[Exercise brief] A single number is the answer here: the count of lines in the records below in which the word "compass" appears.

[Stored data entries]
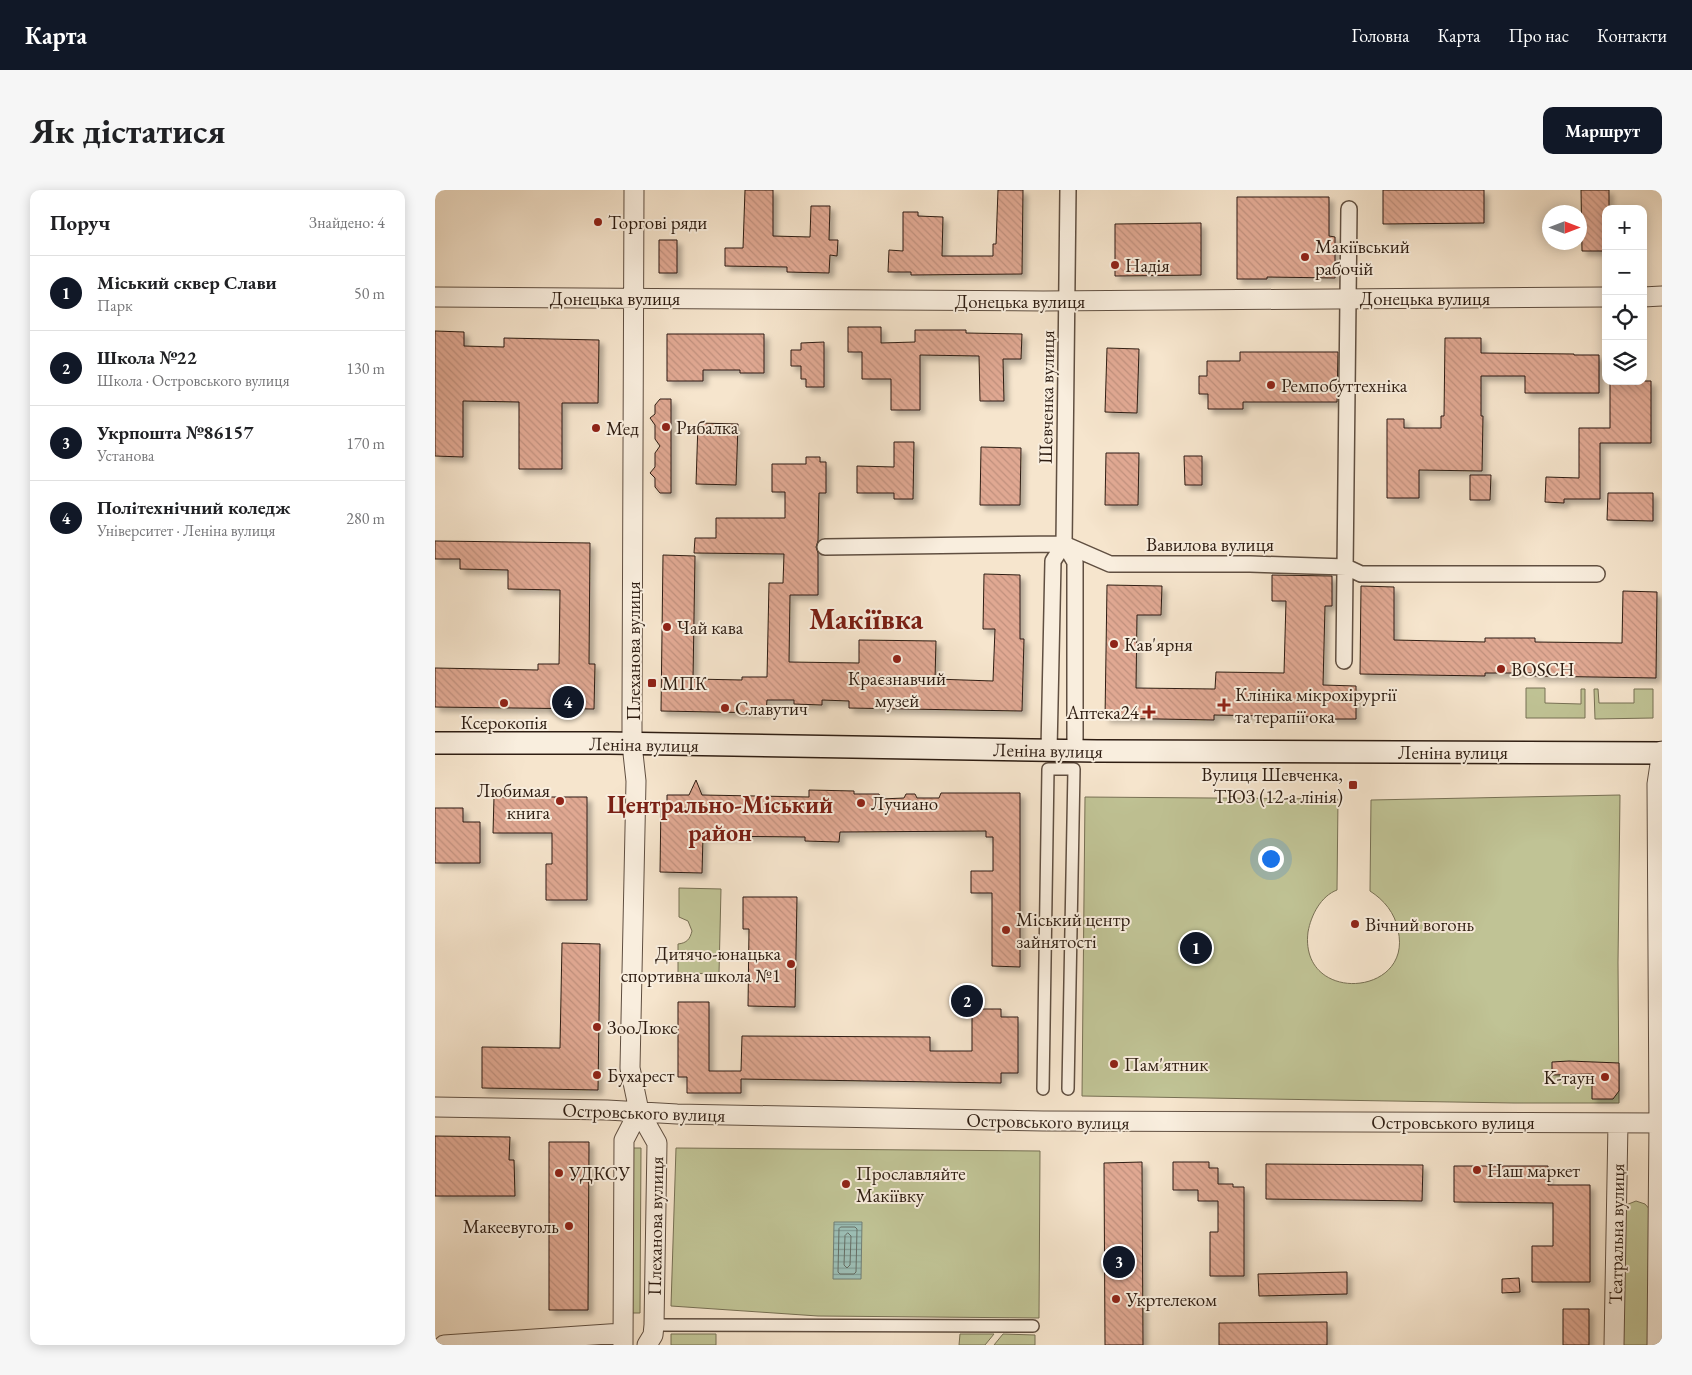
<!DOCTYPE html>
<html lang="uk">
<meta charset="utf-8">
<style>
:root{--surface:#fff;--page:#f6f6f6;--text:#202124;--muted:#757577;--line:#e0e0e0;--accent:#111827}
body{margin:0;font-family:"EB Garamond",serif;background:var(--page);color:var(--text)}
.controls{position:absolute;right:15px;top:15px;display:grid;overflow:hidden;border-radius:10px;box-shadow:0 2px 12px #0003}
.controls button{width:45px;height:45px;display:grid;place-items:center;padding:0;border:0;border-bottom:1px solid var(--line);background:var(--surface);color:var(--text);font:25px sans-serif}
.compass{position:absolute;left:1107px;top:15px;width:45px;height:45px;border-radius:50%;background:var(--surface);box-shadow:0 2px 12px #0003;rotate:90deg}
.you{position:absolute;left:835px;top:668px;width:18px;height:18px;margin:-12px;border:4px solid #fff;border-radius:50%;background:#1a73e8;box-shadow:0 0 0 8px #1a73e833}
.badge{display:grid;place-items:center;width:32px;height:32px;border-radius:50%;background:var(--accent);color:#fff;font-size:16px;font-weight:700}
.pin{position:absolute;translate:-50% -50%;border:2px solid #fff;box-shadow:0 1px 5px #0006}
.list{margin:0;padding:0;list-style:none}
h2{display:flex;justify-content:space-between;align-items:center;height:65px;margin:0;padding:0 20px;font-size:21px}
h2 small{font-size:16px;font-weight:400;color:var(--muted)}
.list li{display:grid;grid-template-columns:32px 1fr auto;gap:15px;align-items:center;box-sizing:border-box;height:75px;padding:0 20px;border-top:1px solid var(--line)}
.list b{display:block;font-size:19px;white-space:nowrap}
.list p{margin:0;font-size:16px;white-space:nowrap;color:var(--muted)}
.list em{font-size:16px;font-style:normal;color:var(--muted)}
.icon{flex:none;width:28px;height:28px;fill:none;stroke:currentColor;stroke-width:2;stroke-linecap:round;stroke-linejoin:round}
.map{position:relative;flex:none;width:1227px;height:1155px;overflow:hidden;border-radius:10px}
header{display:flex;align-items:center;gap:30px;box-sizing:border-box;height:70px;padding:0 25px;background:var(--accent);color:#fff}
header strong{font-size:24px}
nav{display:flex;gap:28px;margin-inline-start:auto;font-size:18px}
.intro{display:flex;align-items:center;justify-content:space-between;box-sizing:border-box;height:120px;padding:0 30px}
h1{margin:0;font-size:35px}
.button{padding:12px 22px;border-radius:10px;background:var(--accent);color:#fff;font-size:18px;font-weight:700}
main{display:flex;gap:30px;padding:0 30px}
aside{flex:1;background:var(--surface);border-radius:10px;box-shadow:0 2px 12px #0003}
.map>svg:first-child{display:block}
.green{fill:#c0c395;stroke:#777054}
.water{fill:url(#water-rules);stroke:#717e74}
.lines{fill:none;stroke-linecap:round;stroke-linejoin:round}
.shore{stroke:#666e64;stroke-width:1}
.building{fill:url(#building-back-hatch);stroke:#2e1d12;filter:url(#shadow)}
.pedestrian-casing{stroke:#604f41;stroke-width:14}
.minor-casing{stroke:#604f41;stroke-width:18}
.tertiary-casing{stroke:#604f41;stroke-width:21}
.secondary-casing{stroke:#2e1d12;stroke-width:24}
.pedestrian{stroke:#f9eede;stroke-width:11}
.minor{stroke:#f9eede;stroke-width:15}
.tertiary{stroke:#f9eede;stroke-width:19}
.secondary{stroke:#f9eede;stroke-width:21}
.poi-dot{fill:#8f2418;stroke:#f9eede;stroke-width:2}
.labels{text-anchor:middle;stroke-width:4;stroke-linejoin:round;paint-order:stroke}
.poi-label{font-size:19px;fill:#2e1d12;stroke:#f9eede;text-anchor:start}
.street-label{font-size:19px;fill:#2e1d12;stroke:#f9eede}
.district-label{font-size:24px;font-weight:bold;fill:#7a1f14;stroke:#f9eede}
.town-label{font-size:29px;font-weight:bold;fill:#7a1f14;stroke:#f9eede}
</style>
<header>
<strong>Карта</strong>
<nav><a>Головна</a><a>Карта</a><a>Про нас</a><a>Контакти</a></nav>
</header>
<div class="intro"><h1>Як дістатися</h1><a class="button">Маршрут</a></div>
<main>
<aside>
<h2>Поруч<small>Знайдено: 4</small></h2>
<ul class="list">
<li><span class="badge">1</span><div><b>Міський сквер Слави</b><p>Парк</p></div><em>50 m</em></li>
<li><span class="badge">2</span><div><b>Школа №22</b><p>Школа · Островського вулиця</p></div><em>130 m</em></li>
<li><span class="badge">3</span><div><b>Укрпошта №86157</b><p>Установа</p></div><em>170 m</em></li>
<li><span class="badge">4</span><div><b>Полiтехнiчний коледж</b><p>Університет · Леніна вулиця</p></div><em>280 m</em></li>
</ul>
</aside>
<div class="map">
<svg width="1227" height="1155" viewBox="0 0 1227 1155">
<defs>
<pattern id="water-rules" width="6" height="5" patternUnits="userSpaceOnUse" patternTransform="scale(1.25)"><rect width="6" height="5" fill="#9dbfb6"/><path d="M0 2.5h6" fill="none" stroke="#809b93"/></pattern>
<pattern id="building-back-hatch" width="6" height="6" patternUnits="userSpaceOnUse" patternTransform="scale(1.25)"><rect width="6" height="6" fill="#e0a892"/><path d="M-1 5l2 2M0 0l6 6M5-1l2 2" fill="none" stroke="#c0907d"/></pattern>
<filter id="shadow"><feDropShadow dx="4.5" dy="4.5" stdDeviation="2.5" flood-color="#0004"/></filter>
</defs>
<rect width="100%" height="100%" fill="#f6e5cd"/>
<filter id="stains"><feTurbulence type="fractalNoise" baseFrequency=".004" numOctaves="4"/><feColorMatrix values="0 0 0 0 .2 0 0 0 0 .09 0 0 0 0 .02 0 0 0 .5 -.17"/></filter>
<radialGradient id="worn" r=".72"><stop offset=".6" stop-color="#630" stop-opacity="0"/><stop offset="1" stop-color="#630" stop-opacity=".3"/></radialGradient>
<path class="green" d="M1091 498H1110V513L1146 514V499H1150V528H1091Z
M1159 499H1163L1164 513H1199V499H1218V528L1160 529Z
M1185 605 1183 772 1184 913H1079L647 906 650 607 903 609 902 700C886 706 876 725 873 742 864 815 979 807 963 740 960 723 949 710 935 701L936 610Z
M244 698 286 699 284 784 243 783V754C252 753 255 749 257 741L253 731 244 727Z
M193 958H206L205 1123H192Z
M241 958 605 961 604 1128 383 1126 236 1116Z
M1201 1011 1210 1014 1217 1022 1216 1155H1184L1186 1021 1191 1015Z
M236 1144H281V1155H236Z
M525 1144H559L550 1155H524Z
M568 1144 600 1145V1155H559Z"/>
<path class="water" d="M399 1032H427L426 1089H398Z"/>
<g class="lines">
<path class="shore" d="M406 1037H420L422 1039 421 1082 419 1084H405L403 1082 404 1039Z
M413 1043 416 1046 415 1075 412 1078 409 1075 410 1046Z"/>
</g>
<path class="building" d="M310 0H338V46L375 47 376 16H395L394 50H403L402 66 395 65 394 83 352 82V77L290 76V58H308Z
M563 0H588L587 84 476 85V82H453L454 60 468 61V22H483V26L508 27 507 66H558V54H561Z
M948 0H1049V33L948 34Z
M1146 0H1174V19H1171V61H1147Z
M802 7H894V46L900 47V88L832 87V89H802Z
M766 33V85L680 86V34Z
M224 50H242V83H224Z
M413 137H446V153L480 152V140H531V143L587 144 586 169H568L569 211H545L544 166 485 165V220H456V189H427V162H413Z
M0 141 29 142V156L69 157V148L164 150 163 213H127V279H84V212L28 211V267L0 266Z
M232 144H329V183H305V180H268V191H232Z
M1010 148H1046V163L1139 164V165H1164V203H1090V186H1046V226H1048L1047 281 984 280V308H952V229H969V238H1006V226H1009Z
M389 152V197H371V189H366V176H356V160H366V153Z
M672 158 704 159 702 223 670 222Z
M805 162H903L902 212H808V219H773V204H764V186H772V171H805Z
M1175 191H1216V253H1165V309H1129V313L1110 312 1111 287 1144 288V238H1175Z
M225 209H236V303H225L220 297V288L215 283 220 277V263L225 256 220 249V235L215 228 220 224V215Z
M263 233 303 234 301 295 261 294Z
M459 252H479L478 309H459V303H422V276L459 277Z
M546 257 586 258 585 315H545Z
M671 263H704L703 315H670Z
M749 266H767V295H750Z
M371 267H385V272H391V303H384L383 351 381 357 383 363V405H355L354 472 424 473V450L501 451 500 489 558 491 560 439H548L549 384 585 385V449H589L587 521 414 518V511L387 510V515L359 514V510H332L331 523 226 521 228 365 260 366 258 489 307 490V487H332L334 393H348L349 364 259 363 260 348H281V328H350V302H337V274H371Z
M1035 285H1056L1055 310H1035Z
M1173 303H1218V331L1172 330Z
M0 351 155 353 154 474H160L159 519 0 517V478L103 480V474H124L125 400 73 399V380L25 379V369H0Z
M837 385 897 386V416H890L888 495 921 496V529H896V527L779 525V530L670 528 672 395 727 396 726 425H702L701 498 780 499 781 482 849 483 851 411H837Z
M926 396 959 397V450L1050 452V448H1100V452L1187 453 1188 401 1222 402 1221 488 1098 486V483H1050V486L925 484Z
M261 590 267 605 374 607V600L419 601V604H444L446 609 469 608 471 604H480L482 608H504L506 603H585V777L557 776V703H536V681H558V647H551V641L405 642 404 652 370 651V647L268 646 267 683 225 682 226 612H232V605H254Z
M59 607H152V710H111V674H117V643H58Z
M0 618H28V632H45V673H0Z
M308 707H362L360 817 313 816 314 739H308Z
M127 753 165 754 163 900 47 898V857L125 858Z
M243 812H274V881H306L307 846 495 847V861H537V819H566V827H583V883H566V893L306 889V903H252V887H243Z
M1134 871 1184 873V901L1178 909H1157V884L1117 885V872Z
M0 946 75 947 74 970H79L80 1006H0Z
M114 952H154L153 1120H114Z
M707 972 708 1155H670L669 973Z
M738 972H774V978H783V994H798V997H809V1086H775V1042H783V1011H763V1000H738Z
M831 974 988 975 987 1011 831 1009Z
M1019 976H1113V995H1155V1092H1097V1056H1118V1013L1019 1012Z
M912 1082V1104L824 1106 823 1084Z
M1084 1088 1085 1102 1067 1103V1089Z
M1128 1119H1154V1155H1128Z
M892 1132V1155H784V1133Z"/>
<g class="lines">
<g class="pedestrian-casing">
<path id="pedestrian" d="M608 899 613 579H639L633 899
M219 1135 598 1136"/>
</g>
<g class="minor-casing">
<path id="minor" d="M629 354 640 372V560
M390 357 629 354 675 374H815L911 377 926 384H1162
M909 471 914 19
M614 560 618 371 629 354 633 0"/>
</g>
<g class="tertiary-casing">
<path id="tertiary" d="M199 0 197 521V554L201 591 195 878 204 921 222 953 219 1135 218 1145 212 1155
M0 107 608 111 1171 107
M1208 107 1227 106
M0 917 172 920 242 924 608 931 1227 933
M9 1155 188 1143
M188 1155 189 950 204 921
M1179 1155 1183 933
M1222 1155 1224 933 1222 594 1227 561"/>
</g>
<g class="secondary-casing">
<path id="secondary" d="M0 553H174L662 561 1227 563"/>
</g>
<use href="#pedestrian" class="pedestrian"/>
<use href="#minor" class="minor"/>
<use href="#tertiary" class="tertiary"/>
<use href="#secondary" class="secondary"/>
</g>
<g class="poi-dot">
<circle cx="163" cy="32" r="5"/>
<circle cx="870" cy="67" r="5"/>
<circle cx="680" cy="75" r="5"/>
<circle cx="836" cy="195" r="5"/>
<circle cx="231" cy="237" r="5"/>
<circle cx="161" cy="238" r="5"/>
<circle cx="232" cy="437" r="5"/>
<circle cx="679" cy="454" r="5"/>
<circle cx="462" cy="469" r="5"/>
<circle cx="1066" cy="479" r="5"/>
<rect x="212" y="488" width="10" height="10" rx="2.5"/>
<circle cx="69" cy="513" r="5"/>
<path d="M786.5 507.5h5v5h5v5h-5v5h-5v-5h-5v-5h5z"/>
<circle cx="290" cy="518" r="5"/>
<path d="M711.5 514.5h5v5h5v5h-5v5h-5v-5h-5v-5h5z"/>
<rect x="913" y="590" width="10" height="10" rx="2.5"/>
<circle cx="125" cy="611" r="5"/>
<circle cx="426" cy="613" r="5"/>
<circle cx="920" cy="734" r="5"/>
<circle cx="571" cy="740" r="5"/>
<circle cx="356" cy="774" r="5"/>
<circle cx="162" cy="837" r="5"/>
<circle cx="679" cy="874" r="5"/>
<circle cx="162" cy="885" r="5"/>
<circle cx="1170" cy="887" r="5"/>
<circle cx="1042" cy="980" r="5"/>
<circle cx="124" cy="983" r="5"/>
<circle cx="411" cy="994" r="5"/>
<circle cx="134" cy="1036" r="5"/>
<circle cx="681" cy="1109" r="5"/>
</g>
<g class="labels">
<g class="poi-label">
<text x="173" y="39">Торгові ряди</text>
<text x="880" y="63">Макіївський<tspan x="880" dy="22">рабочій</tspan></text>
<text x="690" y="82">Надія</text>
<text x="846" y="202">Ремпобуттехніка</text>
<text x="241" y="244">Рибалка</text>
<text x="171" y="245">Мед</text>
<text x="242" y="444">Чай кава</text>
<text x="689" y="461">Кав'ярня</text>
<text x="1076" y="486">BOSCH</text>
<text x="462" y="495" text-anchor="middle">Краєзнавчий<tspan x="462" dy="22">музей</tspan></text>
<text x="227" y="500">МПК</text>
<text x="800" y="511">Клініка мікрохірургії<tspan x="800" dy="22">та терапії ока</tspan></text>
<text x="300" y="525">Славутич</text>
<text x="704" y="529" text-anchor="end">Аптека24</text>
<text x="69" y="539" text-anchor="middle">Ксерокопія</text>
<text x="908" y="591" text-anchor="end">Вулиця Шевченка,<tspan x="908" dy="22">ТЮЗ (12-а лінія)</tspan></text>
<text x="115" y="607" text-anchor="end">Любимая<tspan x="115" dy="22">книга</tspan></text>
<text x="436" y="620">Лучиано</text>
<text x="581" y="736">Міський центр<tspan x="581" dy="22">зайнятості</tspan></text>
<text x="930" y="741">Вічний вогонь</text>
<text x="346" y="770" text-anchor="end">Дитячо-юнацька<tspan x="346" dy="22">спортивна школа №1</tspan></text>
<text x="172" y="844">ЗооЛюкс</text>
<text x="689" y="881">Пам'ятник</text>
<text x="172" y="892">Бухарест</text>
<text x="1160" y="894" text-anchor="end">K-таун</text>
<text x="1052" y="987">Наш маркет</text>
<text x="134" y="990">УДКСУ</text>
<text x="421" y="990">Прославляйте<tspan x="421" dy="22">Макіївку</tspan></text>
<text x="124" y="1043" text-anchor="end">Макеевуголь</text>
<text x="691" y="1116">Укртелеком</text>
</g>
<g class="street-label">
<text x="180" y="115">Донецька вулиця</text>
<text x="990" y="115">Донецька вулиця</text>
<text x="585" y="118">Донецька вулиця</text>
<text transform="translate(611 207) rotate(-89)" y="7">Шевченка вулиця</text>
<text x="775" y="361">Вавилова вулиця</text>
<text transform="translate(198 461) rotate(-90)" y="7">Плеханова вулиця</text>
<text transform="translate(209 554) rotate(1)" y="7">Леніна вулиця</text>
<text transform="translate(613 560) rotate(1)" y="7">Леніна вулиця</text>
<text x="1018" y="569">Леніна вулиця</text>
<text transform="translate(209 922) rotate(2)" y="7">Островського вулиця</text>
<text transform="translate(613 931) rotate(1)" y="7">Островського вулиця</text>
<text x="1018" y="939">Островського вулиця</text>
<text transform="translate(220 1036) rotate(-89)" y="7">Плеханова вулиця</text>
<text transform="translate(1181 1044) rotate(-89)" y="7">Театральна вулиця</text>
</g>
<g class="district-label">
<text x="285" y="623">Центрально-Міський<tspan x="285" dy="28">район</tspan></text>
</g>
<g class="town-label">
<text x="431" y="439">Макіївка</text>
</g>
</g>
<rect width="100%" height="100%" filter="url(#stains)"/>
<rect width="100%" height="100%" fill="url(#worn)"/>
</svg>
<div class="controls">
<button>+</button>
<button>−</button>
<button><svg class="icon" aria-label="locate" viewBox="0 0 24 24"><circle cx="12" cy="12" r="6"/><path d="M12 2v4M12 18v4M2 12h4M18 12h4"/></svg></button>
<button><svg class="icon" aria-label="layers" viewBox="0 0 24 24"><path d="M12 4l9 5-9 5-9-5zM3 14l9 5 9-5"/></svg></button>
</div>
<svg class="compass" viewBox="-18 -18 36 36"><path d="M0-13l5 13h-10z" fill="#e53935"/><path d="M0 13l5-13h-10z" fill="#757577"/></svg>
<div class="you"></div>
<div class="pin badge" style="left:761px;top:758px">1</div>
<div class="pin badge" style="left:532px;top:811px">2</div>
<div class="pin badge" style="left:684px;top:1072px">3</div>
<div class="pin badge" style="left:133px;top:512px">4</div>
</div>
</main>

[Response to this exercise] 2